Your task - Report back every line in the data that includes the string "image".

Dataset excerpts -
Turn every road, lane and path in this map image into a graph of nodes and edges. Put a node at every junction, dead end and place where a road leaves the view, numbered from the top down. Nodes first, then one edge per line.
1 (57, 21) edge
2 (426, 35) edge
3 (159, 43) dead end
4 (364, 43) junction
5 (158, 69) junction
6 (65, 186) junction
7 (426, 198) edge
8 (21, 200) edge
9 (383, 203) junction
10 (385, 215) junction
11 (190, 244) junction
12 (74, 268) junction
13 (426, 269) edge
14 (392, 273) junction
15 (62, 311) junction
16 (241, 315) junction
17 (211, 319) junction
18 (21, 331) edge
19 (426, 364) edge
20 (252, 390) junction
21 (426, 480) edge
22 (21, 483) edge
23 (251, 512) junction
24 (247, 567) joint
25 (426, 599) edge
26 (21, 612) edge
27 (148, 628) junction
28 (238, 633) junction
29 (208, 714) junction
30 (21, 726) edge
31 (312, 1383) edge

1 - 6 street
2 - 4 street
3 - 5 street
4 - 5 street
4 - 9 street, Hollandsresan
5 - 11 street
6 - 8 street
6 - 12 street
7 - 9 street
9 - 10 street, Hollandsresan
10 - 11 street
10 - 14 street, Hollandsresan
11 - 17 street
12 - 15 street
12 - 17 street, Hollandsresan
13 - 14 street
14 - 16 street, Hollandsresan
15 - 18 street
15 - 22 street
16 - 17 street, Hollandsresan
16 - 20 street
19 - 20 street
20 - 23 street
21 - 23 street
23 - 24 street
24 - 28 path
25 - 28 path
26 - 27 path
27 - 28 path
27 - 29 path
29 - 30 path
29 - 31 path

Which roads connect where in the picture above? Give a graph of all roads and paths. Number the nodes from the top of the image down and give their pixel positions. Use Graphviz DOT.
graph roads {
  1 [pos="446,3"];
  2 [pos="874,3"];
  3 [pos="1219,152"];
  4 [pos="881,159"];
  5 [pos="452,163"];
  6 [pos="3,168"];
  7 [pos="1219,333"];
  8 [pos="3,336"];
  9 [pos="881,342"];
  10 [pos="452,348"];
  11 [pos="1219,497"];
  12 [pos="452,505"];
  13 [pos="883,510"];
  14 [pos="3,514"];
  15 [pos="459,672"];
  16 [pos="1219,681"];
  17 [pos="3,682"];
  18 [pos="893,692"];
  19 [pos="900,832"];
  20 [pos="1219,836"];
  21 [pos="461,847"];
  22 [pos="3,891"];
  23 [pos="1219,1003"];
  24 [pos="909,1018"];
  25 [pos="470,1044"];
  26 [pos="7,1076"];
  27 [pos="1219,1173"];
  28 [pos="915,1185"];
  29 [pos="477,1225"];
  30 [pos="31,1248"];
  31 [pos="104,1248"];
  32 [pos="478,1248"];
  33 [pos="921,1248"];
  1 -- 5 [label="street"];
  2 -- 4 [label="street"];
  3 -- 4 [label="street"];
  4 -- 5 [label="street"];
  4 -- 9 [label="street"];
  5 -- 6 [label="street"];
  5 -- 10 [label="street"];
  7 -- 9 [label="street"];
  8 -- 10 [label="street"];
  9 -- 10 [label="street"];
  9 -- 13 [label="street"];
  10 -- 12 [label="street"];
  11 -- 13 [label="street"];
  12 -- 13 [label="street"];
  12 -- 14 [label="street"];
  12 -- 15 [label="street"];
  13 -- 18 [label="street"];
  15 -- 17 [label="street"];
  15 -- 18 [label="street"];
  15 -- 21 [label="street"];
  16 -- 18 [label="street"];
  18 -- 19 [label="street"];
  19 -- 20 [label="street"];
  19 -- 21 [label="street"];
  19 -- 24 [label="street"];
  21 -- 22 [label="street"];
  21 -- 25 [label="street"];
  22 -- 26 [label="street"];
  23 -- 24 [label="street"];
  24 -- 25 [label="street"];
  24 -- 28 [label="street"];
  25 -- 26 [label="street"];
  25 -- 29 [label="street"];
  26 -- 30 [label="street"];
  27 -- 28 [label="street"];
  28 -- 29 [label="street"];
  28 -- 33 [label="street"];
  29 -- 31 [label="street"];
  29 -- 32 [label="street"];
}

Solution for this exercise -
Turn every road, lane and path in this map image into a graph of nodes and edges. Put a node at every junction, dead end and place where a road leaves the view, numbered from the top down. Nodes first, then one edge per line.
Which roads connect where in the picture above? Give a graph of all roads and paths. Number the nodes from the top of the image down and give their pixel positions. Use Graphviz DOT.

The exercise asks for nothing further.